'''
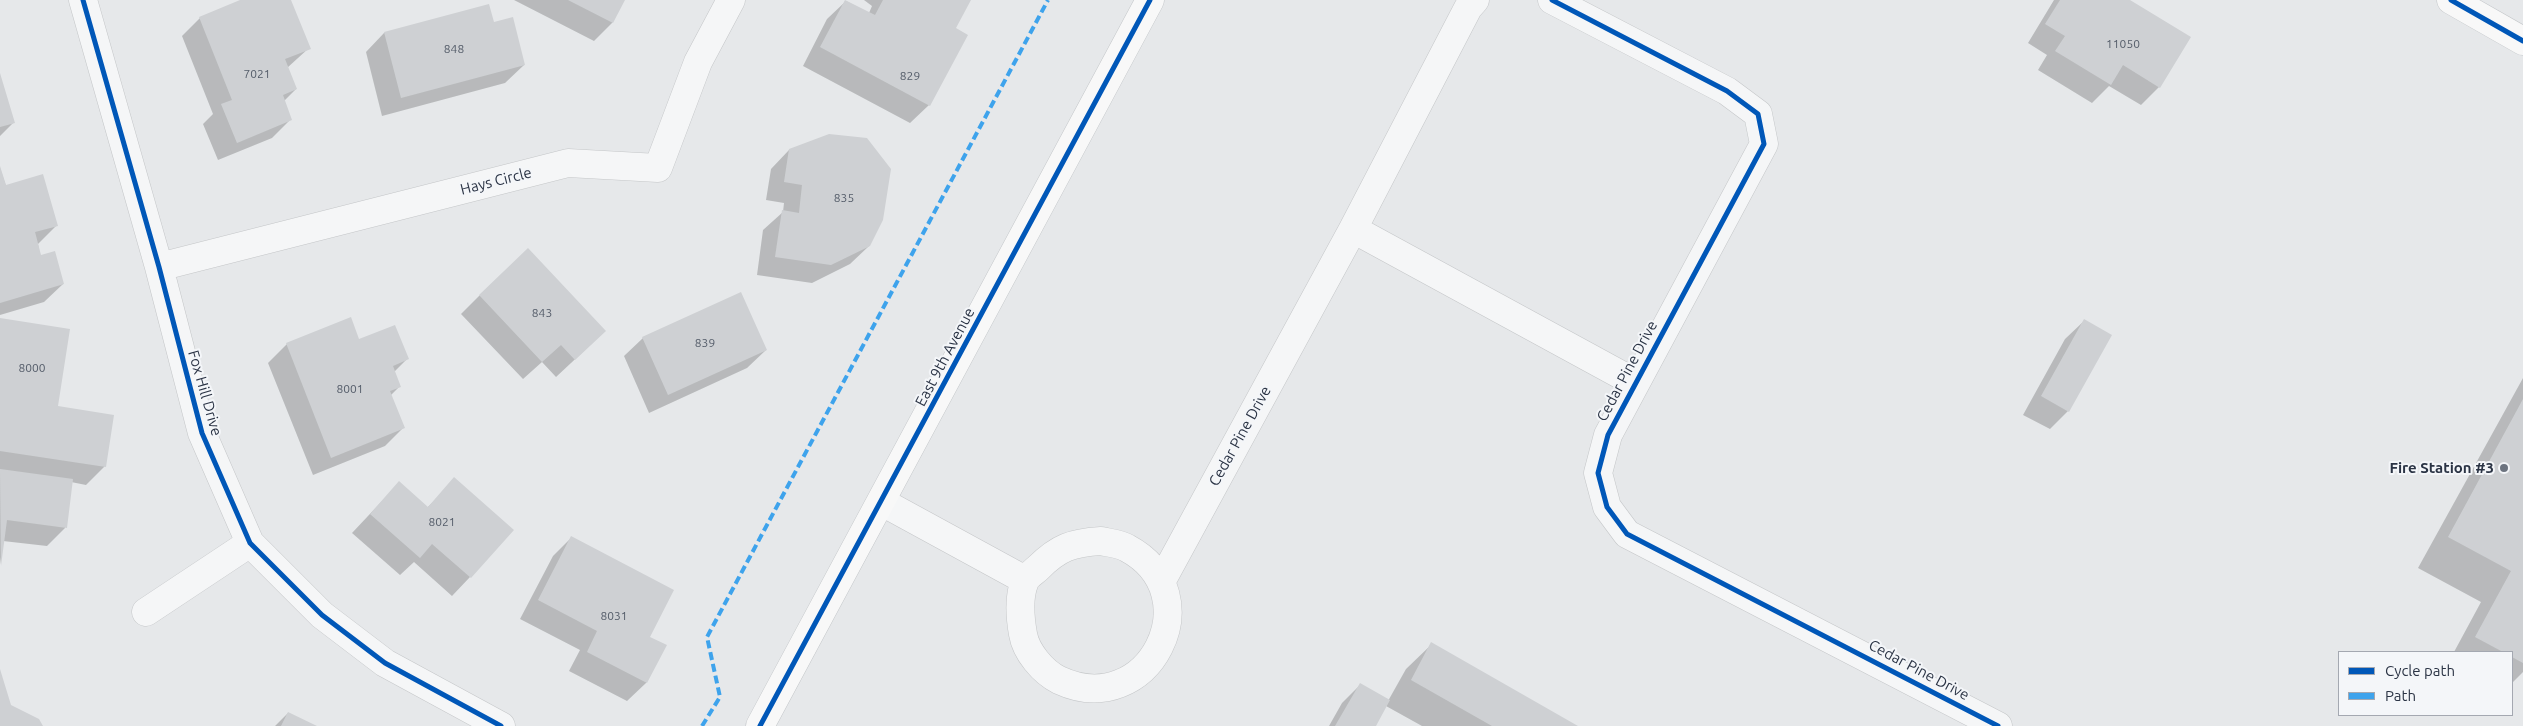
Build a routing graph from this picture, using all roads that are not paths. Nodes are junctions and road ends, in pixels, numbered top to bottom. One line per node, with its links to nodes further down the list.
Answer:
1 (83, 0): 9 (street, Fox Hill Drive)
2 (731, 0): 9 (street, Hays Circle)
3 (1150, 0): 11 (main road, East 9th Avenue)
4 (1475, 0): 8 (street, Cedar Pine Drive)
5 (1552, 0): 10 (street, Cedar Pine Drive)
6 (2451, 0): 7 (main road)
7 (2523, 41)
8 (1354, 229): 10 (street); 14 (street, Cedar Pine Drive)
9 (159, 267): 12 (street, Fox Hill Drive)
10 (1634, 382): 18 (street, Cedar Pine Drive)
11 (882, 502): 13 (street); 17 (main road, East 9th Avenue)
12 (250, 543): 15 (street); 16 (street, Fox Hill Drive)
13 (1025, 580): 14 (street); 14 (street)
14 (1161, 582)
15 (146, 612)
16 (501, 726)
17 (760, 726)
18 (1998, 726)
'''
Return the entries verbatim, pictures excluded.

Build a routing graph from this picture, using all roads that are not paths. Nodes are junctions and road ends, in pixels, numbered top to bottom. One line per node, with its links to nodes further down the list.
Answer:
1 (83, 0): 9 (street, Fox Hill Drive)
2 (731, 0): 9 (street, Hays Circle)
3 (1150, 0): 11 (main road, East 9th Avenue)
4 (1475, 0): 8 (street, Cedar Pine Drive)
5 (1552, 0): 10 (street, Cedar Pine Drive)
6 (2451, 0): 7 (main road)
7 (2523, 41)
8 (1354, 229): 10 (street); 14 (street, Cedar Pine Drive)
9 (159, 267): 12 (street, Fox Hill Drive)
10 (1634, 382): 18 (street, Cedar Pine Drive)
11 (882, 502): 13 (street); 17 (main road, East 9th Avenue)
12 (250, 543): 15 (street); 16 (street, Fox Hill Drive)
13 (1025, 580): 14 (street); 14 (street)
14 (1161, 582)
15 (146, 612)
16 (501, 726)
17 (760, 726)
18 (1998, 726)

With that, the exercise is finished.